Zonolite and Monokote are two trade names under which Libby vermiculite products were marketed. There are two overwhelming examples of the extent to which exposures can spread through commercial products. Vermiculite contaminated with Libby amphibole asbestos was used to create Zonolite attic insulation, which is estimated to be in 30 million homes in America. The second is Monokote which was used to create a fire proofing material. It was used to coat all of the steel beams that were used in the construction of the World Trade Center towers in New York City. With the collapse of the twin towers on September 11, 2001 large amounts of Libby asbestos were released into the lower Manhattan area. Some examples of other Grace products include Zonolite Finishing Cement, Zonolite Finish Coat Decorator's White and a complete Grace Product List is available at the Grace Bankruptcy Claims Information Site.
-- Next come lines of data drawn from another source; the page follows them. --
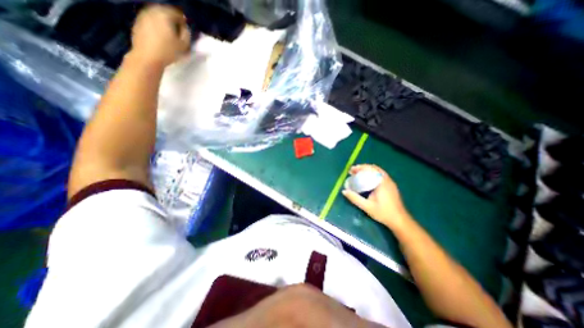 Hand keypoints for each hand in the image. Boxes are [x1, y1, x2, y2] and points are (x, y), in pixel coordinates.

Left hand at [128, 4, 190, 66]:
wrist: (147, 57)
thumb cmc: (168, 52)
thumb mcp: (184, 45)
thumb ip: (186, 34)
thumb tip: (184, 28)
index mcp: (165, 15)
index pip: (177, 13)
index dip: (183, 21)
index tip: (186, 29)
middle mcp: (152, 11)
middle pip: (165, 12)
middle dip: (173, 20)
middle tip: (178, 31)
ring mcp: (143, 16)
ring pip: (157, 16)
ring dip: (164, 23)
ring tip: (170, 34)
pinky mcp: (138, 23)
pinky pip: (150, 21)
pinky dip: (156, 26)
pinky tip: (160, 37)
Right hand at [343, 165, 409, 228]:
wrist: (400, 220)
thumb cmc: (383, 213)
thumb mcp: (367, 206)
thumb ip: (355, 198)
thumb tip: (344, 191)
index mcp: (382, 182)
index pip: (370, 169)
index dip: (360, 167)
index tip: (351, 170)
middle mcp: (387, 180)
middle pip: (374, 168)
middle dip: (363, 168)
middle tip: (353, 171)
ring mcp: (390, 182)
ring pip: (378, 171)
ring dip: (368, 170)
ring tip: (358, 174)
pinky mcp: (391, 186)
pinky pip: (380, 175)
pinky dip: (372, 174)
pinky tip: (367, 180) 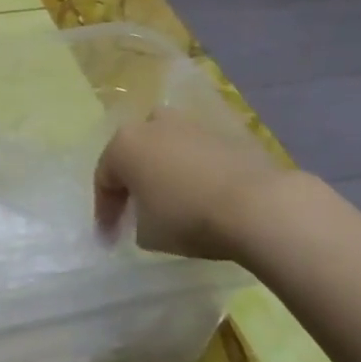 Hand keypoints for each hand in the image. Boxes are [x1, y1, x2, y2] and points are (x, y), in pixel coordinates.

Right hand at [94, 106, 286, 262]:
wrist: (256, 205)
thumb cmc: (187, 217)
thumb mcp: (147, 234)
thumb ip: (136, 221)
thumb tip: (147, 217)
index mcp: (124, 144)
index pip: (104, 179)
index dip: (104, 211)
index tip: (109, 237)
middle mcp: (152, 124)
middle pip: (135, 153)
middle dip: (133, 180)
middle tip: (137, 210)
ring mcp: (190, 124)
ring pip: (167, 147)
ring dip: (165, 170)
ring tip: (173, 200)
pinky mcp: (225, 133)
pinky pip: (197, 154)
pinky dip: (195, 171)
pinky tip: (204, 195) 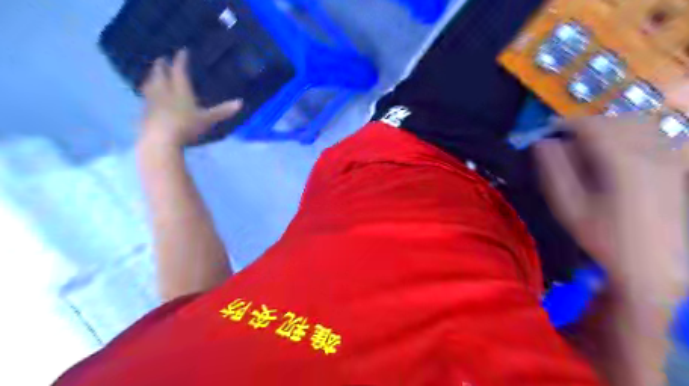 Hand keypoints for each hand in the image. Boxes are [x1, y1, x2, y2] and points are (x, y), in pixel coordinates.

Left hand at [139, 49, 241, 146]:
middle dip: (162, 66)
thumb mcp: (208, 119)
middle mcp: (164, 91)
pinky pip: (145, 97)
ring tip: (152, 74)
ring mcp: (152, 101)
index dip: (181, 60)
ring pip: (150, 84)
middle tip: (163, 59)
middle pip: (161, 74)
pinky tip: (147, 96)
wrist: (161, 139)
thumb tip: (240, 102)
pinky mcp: (145, 112)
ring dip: (152, 77)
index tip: (182, 51)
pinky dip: (147, 93)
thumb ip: (223, 111)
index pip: (180, 70)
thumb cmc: (187, 127)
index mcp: (180, 90)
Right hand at [538, 115, 688, 385]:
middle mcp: (651, 155)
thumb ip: (554, 172)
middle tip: (564, 140)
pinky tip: (613, 155)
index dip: (567, 124)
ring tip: (586, 146)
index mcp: (623, 164)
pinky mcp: (674, 169)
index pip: (593, 126)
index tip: (547, 131)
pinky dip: (627, 136)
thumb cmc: (602, 238)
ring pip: (637, 126)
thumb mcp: (568, 207)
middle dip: (586, 125)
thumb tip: (543, 143)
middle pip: (616, 121)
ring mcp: (668, 160)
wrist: (650, 266)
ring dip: (608, 128)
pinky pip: (650, 138) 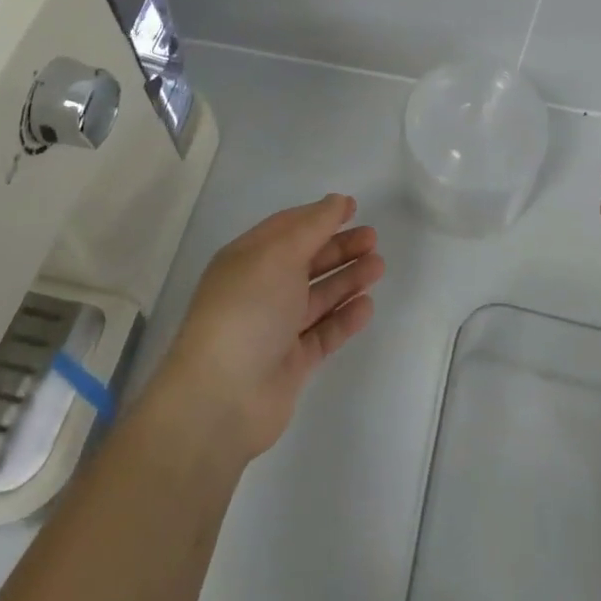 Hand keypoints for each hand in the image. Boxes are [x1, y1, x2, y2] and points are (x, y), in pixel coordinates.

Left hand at [153, 195, 383, 463]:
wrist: (222, 398)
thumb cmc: (247, 311)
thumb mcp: (279, 255)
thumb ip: (313, 226)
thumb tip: (337, 201)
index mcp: (248, 259)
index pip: (287, 228)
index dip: (319, 216)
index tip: (353, 207)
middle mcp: (260, 290)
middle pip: (306, 261)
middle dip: (339, 247)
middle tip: (373, 238)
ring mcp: (275, 328)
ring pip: (318, 296)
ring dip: (347, 278)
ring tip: (378, 266)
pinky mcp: (291, 363)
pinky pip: (324, 333)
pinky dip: (344, 318)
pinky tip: (366, 305)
The scope of the exposures associated with the Libby amphibole asbestos contaminated vermiculite is far reaching and difficult to fully define. Many other corporations further processed Libby vermiculite incorporating it into hundreds of commercial products. Despite the difficulty in defining the scope of the problem, it becomes overwhelmingly clear that research on the unique features of Libby amphibole asbestos and the associated diseases is desperately needed. Further understanding of exposures and disease mechanism will allow for improved care and treatment for those impacted by Libby amphibole asbestos exposure and disease.